■ INSTRUCTIONS TO FOLLOW ■
State how many lines of the entries hold the string "image", and output nothing but that count.

DATASET CONTENT section start

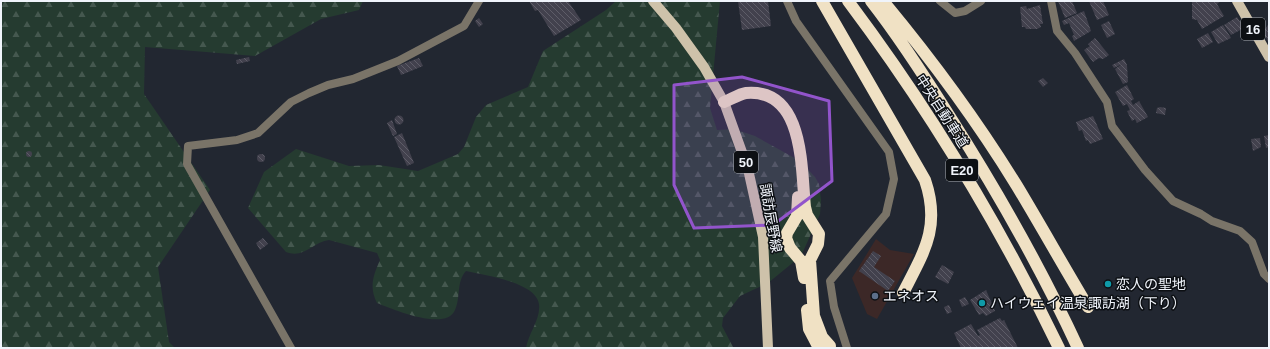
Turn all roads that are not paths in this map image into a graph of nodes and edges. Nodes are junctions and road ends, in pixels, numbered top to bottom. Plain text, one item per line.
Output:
1 (479, 1) edge
2 (652, 1) edge
3 (822, 1) edge
4 (848, 1) edge
5 (871, 1) edge
6 (883, 1) edge
7 (940, 1) edge
8 (982, 1) edge
9 (1051, 1) edge
10 (1237, 1) edge
11 (788, 2) edge
12 (1269, 56) edge
13 (724, 102) junction
14 (799, 144) junction
15 (1269, 278) edge
16 (903, 293) dead end
17 (1088, 307) dead end
18 (825, 347) edge
19 (291, 348) edge
20 (768, 348) edge
21 (847, 348) edge
22 (1059, 348) edge
23 (1078, 348) edge

1 - 19 street
2 - 13 main road, 諏訪辰野線 / 50
3 - 16 highway
4 - 22 highway, 中央自動車道 / E20
5 - 23 highway, 中央自動車道 / E20
6 - 17 highway
7 - 8 street
9 - 15 street
10 - 12 main road, 16
11 - 21 street
13 - 14 highway
13 - 20 main road, 諏訪辰野線 / 50
14 - 18 highway
14 - 18 highway

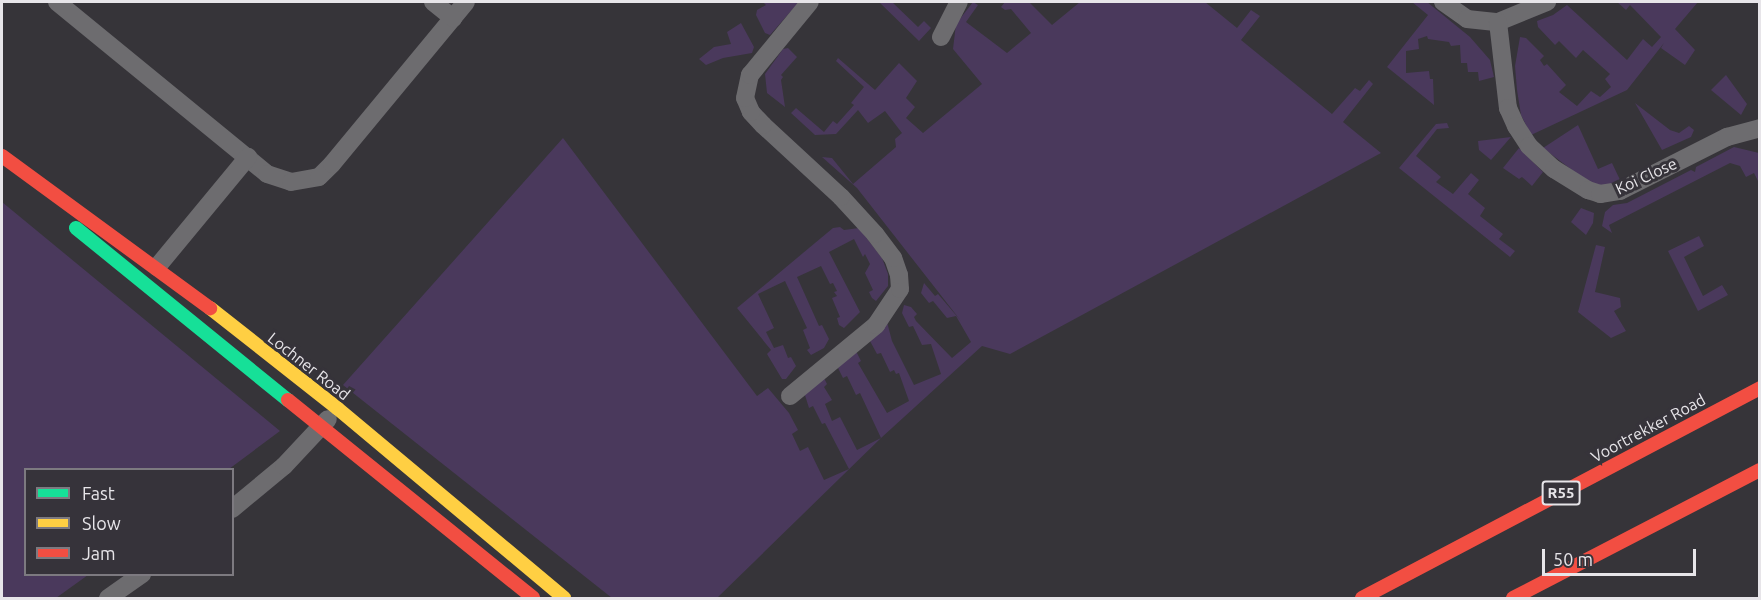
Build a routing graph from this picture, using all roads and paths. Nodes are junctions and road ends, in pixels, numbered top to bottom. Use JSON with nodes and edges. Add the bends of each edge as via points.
{"nodes":[{"id":1,"x":57,"y":2,"type":"edge"},
{"id":2,"x":433,"y":2,"type":"edge"},
{"id":3,"x":466,"y":2,"type":"edge"},
{"id":4,"x":810,"y":2,"type":"edge"},
{"id":5,"x":959,"y":2,"type":"edge"},
{"id":6,"x":1443,"y":2,"type":"edge"},
{"id":7,"x":1546,"y":2,"type":"edge"},
{"id":8,"x":453,"y":18,"type":"junction"},
{"id":9,"x":1498,"y":22,"type":"junction"},
{"id":10,"x":941,"y":37,"type":"dead end"},
{"id":11,"x":1760,"y":128,"type":"edge"},
{"id":12,"x":2,"y":156,"type":"edge"},
{"id":13,"x":248,"y":157,"type":"junction"},
{"id":14,"x":23,"y":174,"type":"junction"},
{"id":15,"x":157,"y":267,"type":"junction"},
{"id":16,"x":1760,"y":388,"type":"edge"},
{"id":17,"x":790,"y":396,"type":"dead end"},
{"id":18,"x":337,"y":408,"type":"junction"},
{"id":19,"x":320,"y":428,"type":"junction"},
{"id":20,"x":1760,"y":470,"type":"edge"},
{"id":21,"x":234,"y":507,"type":"edge"},
{"id":22,"x":139,"y":576,"type":"edge"},
{"id":23,"x":108,"y":598,"type":"edge"},
{"id":24,"x":533,"y":598,"type":"edge"},
{"id":25,"x":564,"y":598,"type":"edge"},
{"id":26,"x":1362,"y":598,"type":"edge"},
{"id":27,"x":1513,"y":598,"type":"edge"}],
"edges":[{"from":1,"to":13,"type":"street"},
{"from":2,"to":8,"type":"street"},
{"from":3,"to":8,"type":"street"},
{"from":4,"to":17,"type":"street","via":[[757,66],[744,91],[752,112],[848,204],[893,258],[900,289],[876,325]]},
{"from":5,"to":10,"type":"street"},
{"from":6,"to":9,"type":"street","via":[[1467,19]]},
{"from":7,"to":9,"type":"street"},
{"from":8,"to":13,"type":"street","via":[[319,177],[291,182],[279,179]]},
{"from":9,"to":11,"type":"street","name":"Koi Close","via":[[1508,108],[1516,126],[1529,146],[1554,170],[1588,190],[1600,194],[1620,190],[1727,136]]},
{"from":12,"to":14,"type":"street","name":"Lochner Road"},
{"from":13,"to":15,"type":"street"},
{"from":14,"to":15,"type":"street","name":"Lochner Road"},
{"from":14,"to":19,"type":"street","name":"Lochner Road","via":[[80,232]]},
{"from":15,"to":18,"type":"street","name":"Lochner Road"},
{"from":16,"to":26,"type":"street","name":"Voortrekker Road","number":"R55"},
{"from":18,"to":19,"type":"street"},
{"from":18,"to":25,"type":"street","name":"Lochner Road"},
{"from":19,"to":21,"type":"street","via":[[284,466]]},
{"from":19,"to":24,"type":"street","name":"Lochner Road"},
{"from":20,"to":27,"type":"street"},
{"from":22,"to":23,"type":"street"}]}
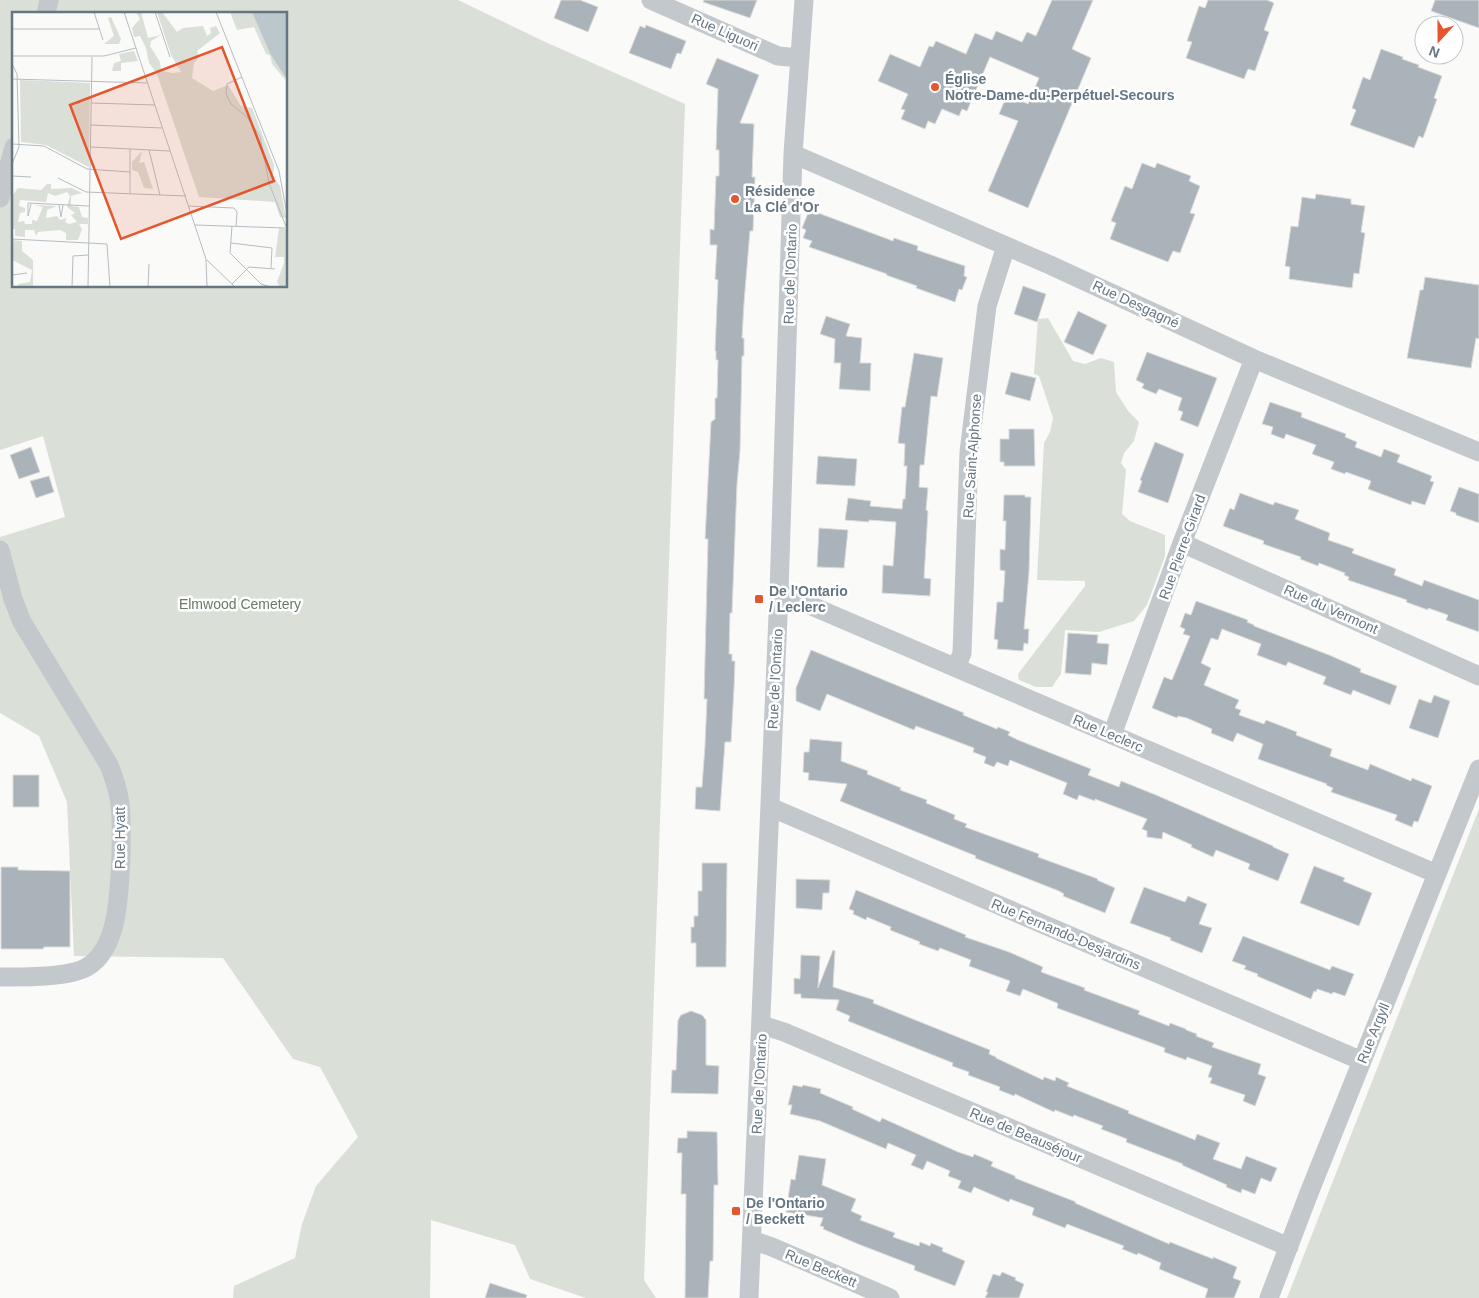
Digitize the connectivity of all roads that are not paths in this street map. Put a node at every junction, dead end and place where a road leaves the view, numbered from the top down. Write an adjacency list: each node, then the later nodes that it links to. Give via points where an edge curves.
1 (651, 0): 3 (street, Rue Liguori, via 778,56)
2 (804, 0): 3 (street, Rue de l'Ontario)
3 (800, 58): 5 (street, Rue de l'Ontario)
4 (12, 154): 6 (street)
5 (794, 154): 7 (street, Rue Desgagné); 12 (street, Rue de l'Ontario)
6 (0, 198)
7 (1006, 246): 8 (street, Rue Desgagné); 13 (street, Rue Saint-Alphonse, via 987,306 969,452 962,653)
8 (1254, 359): 9 (street, Rue Desgagné); 10 (street, Rue Pierre-Girard)
9 (1479, 452)
10 (1182, 543): 14 (street, Rue du Vermont); 15 (street, Rue Pierre-Girard)
11 (0, 550): 19 (street, Rue Hyatt, via 22,622 109,765 117,785 122,825 116,916 102,955 85,969 73,973)
12 (779, 592): 13 (street, Rue Leclerc); 17 (street, Rue de l'Ontario)
13 (956, 668): 15 (street, Rue Leclerc)
14 (1479, 676)
15 (1112, 735): 18 (street, Rue Leclerc)
16 (1479, 769): 18 (street, Rue Argyll)
17 (770, 807): 20 (street, Rue de l'Ontario); 21 (street, Rue Fernando-Desjardins)
18 (1437, 874): 21 (street, Rue Argyll)
19 (0, 977)
20 (762, 1025): 22 (street, Rue de l'Ontario); 23 (street, Rue de Beauséjour)
21 (1362, 1061): 23 (street, Rue Argyll)
22 (752, 1240): 24 (street, Rue de l'Ontario); 25 (street, Rue Beckett)
23 (1289, 1247): 26 (street, Rue Argyll)
24 (749, 1298)
25 (890, 1298)
26 (1269, 1298)

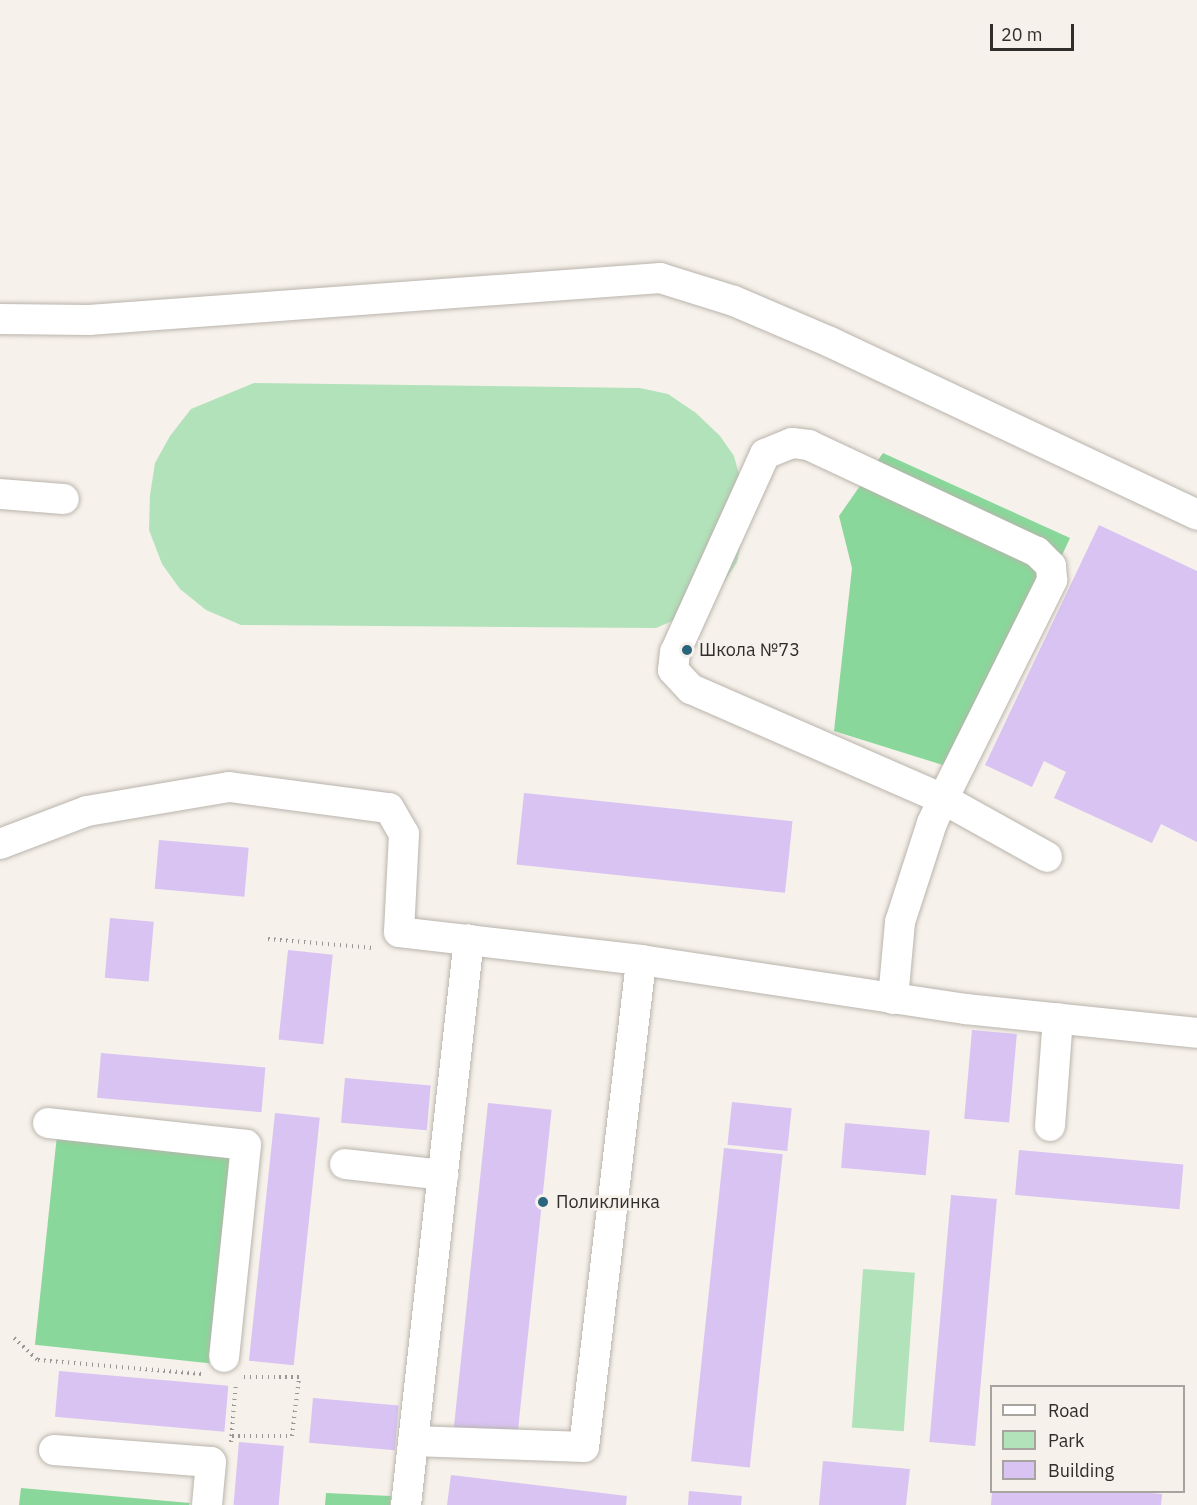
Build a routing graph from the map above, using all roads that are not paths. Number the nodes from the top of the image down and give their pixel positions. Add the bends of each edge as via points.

DATASET CONTENT section end

■ ANSWER SECTION ■
2